Beers is the head of the drawing program at Lewis & Clark College, where more of her work can be seen in the current faculty exhibition (Nov. 12-Dec. 19, Gallery of Contemporary Art, 0165 SW Palatine Hill Road, 768-7687).
Debra Beers has an intimate understanding of and compassion for her subjects, the homeless youth who spend time on the streets below her studio window at Southwest 12th Avenue and Salmon Street. For her current show at the Mark Woolley Gallery, the artist has drawn elegant, life-sized portrayals in oil stick on fragments of rough-edged found metal. In Crystal, a single stocking-capped figure lifts her shirt as she looks down at her belly, exposed and swollen with pregnancy. In Meisha, Bo and Crystal, the same expectant mother is rendered in profile from the neck up, her eyes closed as she listens to the whispers of a friend with a cat perched on his shoulder.Beers draws upon the long history of class-conscious figurative art but also manages to distinguish herself from her predecessors. In the late 1840s Gustave Courbet was one of the first painters of the modern era to use "common" people as subjects, possibly a response to the politics of the time (The Communist Manifesto was published in 1848). Later, in the 1920s and '30s, the monumental public works of Mexican muralists like David Siqueiros commented on social class as a determinant of political clout. But Courbet and Siqueiros tended to paint anonymous figures as stereotypes or icons. Beers, on the other hand, conveys individual personalities akin to--but slightly more romantic than--Dorothea Lange's 1930s photographs of migrant workers. Some of Beers' subjects claim to have made the choice to live on the street, whereas Lange's were victims of economic circumstance.

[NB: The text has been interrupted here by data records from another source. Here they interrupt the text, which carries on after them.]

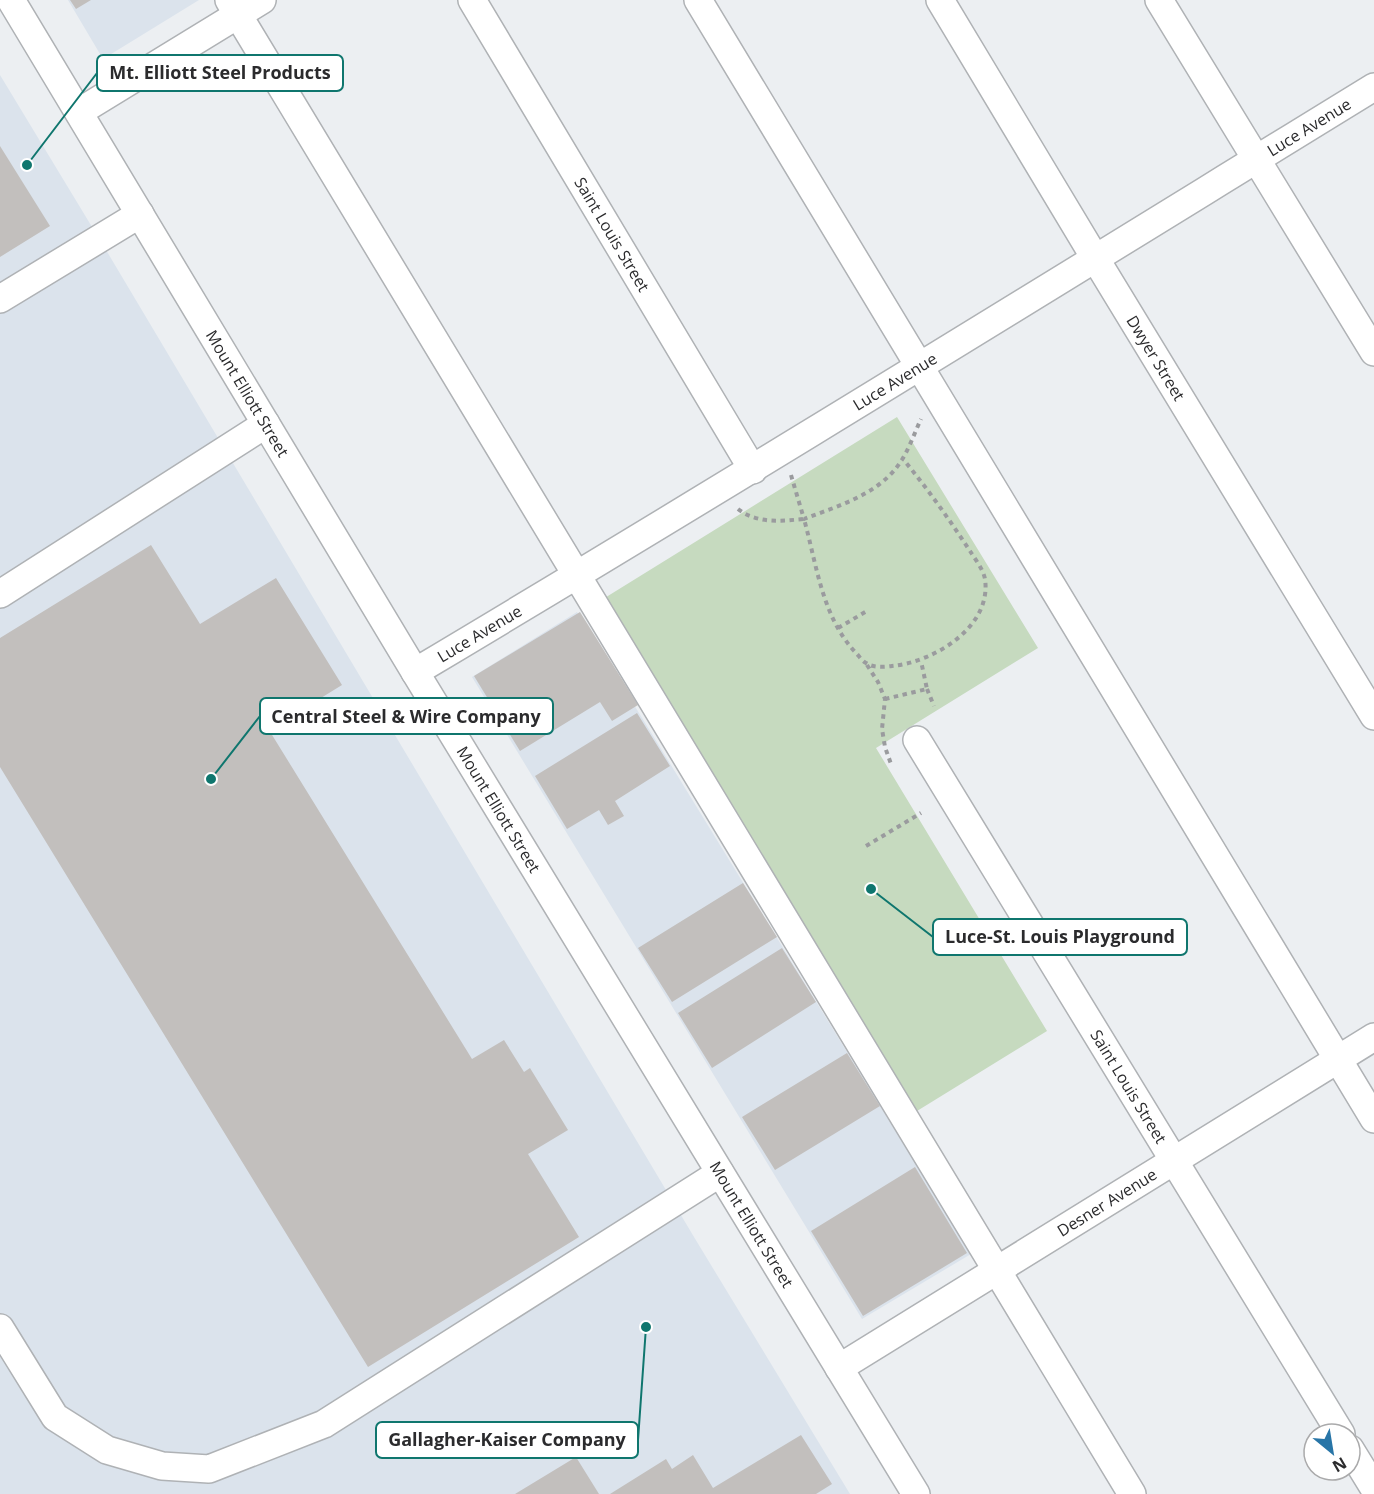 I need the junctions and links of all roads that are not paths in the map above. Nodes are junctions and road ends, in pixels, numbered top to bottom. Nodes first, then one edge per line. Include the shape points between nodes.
1 (11, 0) edge
2 (262, 0) edge
3 (472, 0) edge
4 (698, 0) edge
5 (940, 0) edge
6 (1159, 0) edge
7 (234, 7) edge
8 (1374, 87) edge
9 (79, 112) junction
10 (1256, 160) junction
11 (140, 214) junction
12 (1095, 258) junction
13 (0, 299) edge
14 (1374, 352) edge
15 (920, 365) junction
16 (266, 424) junction
17 (753, 470) junction
18 (577, 576) junction
19 (0, 594) edge
20 (415, 672) junction
21 (1374, 716) edge
22 (917, 740) dead end
23 (1374, 1037) edge
24 (1337, 1060) junction
25 (1374, 1119) edge
26 (1174, 1160) junction
27 (720, 1173) junction
28 (995, 1270) junction
29 (0, 1328) edge
30 (839, 1368) junction
31 (1334, 1422) edge
32 (1362, 1468) edge
33 (1374, 1488) edge
34 (916, 1494) edge
35 (1132, 1494) edge

1 - 9 street, Mount Elliott Street
2 - 7 street
3 - 17 street, Saint Louis Street
4 - 15 street
5 - 12 street, Dwyer Street
6 - 10 street
7 - 9 street
7 - 18 street
8 - 10 street, Luce Avenue
9 - 11 street, Mount Elliott Street
10 - 12 street, Luce Avenue
10 - 14 street
11 - 13 street
11 - 16 street, Mount Elliott Street
12 - 15 street, Luce Avenue
12 - 21 street, Dwyer Street
15 - 17 street, Luce Avenue
15 - 24 street
16 - 19 street
16 - 20 street, Mount Elliott Street
17 - 18 street, Luce Avenue
18 - 20 street, Luce Avenue
18 - 28 street
20 - 27 street, Mount Elliott Street
22 - 26 street, Saint Louis Street
23 - 24 street, Desner Avenue
24 - 25 street
24 - 26 street, Desner Avenue
26 - 28 street, Desner Avenue
26 - 31 street, Saint Louis Street
27 - 29 street via 324,1424 209,1469 162,1466 107,1450 55,1417
27 - 30 street, Mount Elliott Street
28 - 30 street, Desner Avenue
28 - 35 street
30 - 34 street, Mount Elliott Street
32 - 33 street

Because of her attention to the traits that make her subjects unique human beings, Beers fits more neatly into the history of portrait painters, but her position there isn't completely comfortable, either. Historical portraits tended to be commissioned by wealthy patrons and prone to clients' tastes and suggestions; Beers makes her own artistic decisions. A few historical portraits were of artists' friends, such as Édouard Manet's 1868 painting of Émile Zola. Granted, Beers has befriended many of the adolescents she depicts--she volunteers at Salvation Army's Greenhouse, acting as a dependable and consistent adult in their lives--but her intentions differ from those of Manet because her subjects are of an educational background and life experience unlike her own. The results are therefore more of an objective social comment.

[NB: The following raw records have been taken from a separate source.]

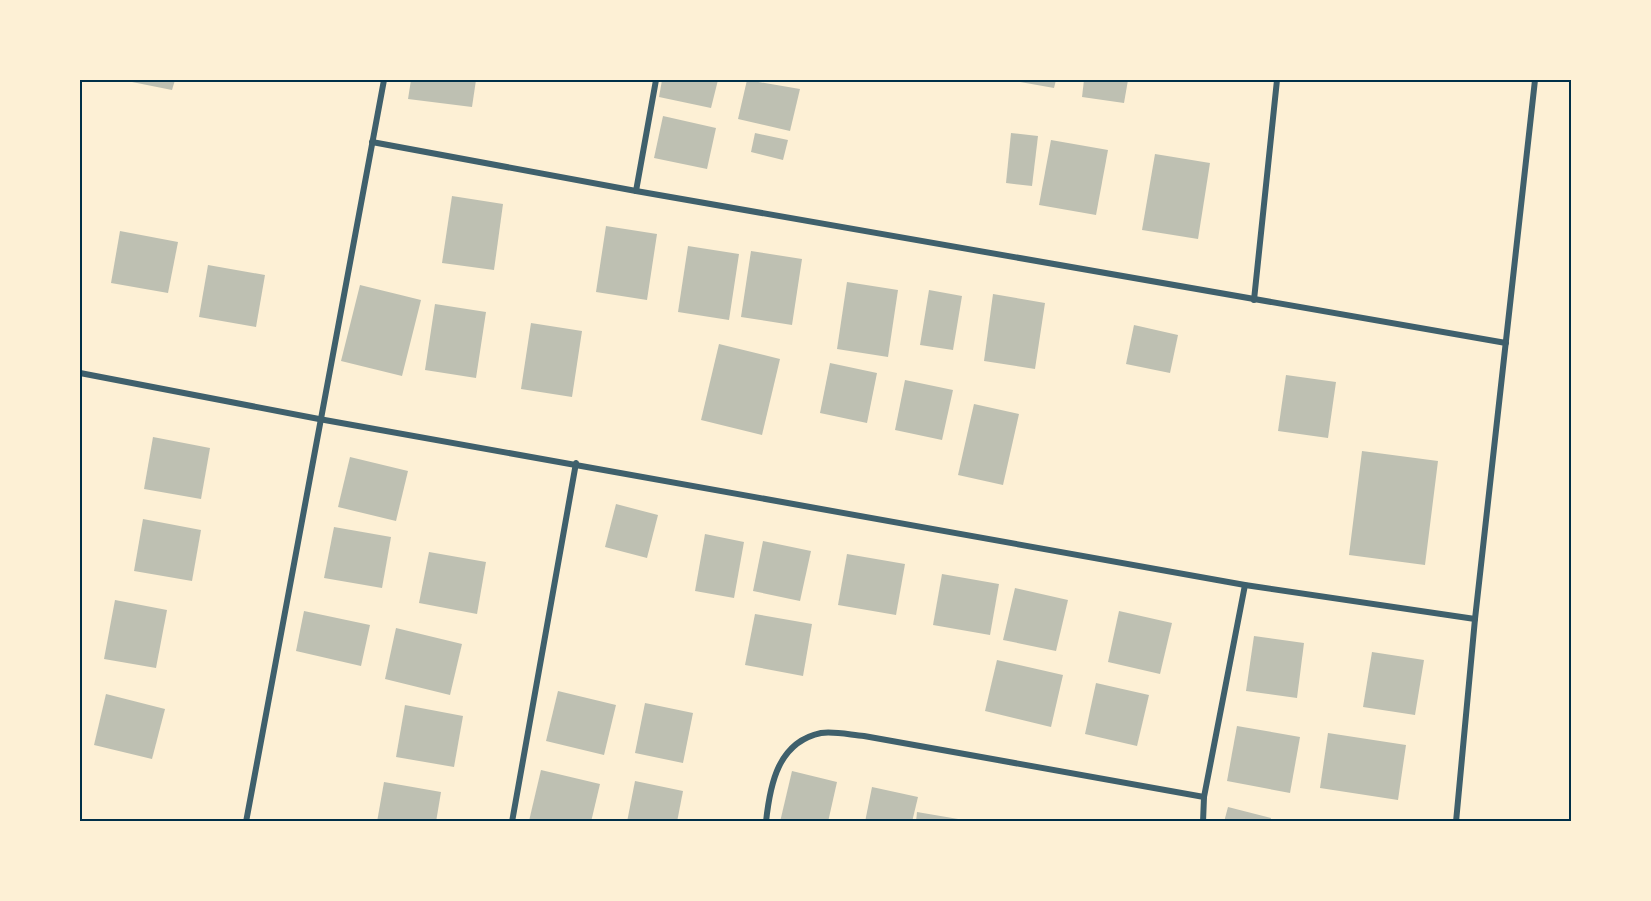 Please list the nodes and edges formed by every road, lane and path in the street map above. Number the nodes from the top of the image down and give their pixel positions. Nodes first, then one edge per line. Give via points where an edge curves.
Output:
1 (384, 80) edge
2 (656, 80) edge
3 (1277, 80) edge
4 (1535, 80) edge
5 (372, 142) junction
6 (636, 191) junction
7 (1254, 300) junction
8 (1506, 343) junction
9 (80, 373) edge
10 (319, 418) junction
11 (576, 463) junction
12 (1245, 585) junction
13 (1475, 619) junction
14 (1204, 797) junction
15 (246, 822) edge
16 (512, 822) edge
17 (766, 822) edge
18 (1203, 822) edge
19 (1456, 822) edge

1 - 5 street
2 - 6 street
3 - 7 street
4 - 8 street
5 - 6 street
5 - 10 street
6 - 7 street
7 - 8 street
8 - 13 street
9 - 10 street
10 - 11 street
10 - 15 street
11 - 12 street
11 - 16 street
12 - 13 street
12 - 14 street
13 - 19 street
14 - 17 street via 864,736 823,733 795,743 781,760 768,797
14 - 18 street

Beers is a masterful drawer and supports her ideas with careful attention to formal issues. She draws from photographs and often contextualizes her subjects with friends and pets. The rusted metal that serves as her canvas is coarse, rough and pieced together, like the lives of her subjects. Beers salvages much of the metal from dumpsters at downtown development projects, her material-gathering process itself a comment on gentrification's displacement of the underprivileged. She renders faces in more detail and color than other parts of the figures--often at the point where several layers of metal intersect--making them the focus of the compositions. The physical structures of some of the works embody characteristics of the subjects. Tree, for example, is drawn on tall, narrow pieces of metal, conveying the significant height of the teen with that name. Bill is painted in part on a piece of metal that was used as a target for gun practice.
Beers has always been interested in the fringes of society; she became involved in the lives of the homeless in particular when she was a resident of Old Town. For Figures and Securities, a 1992 exhibition sponsored by the Metropolitan Art Commission at Portland State University's Littman Gallery, Beers spotlighted three-dimensional sculptures of the working poor, the figures associated with trades based on the tools they held. But it was the subjects' humanity--their simultaneous vulnerability and dignity, rather than their professional identity--that was remarkable. Similarly, her show at Mark Woolley is a culmination of years of study, both of the craft of drawing and of the people who reside at the margins of our community.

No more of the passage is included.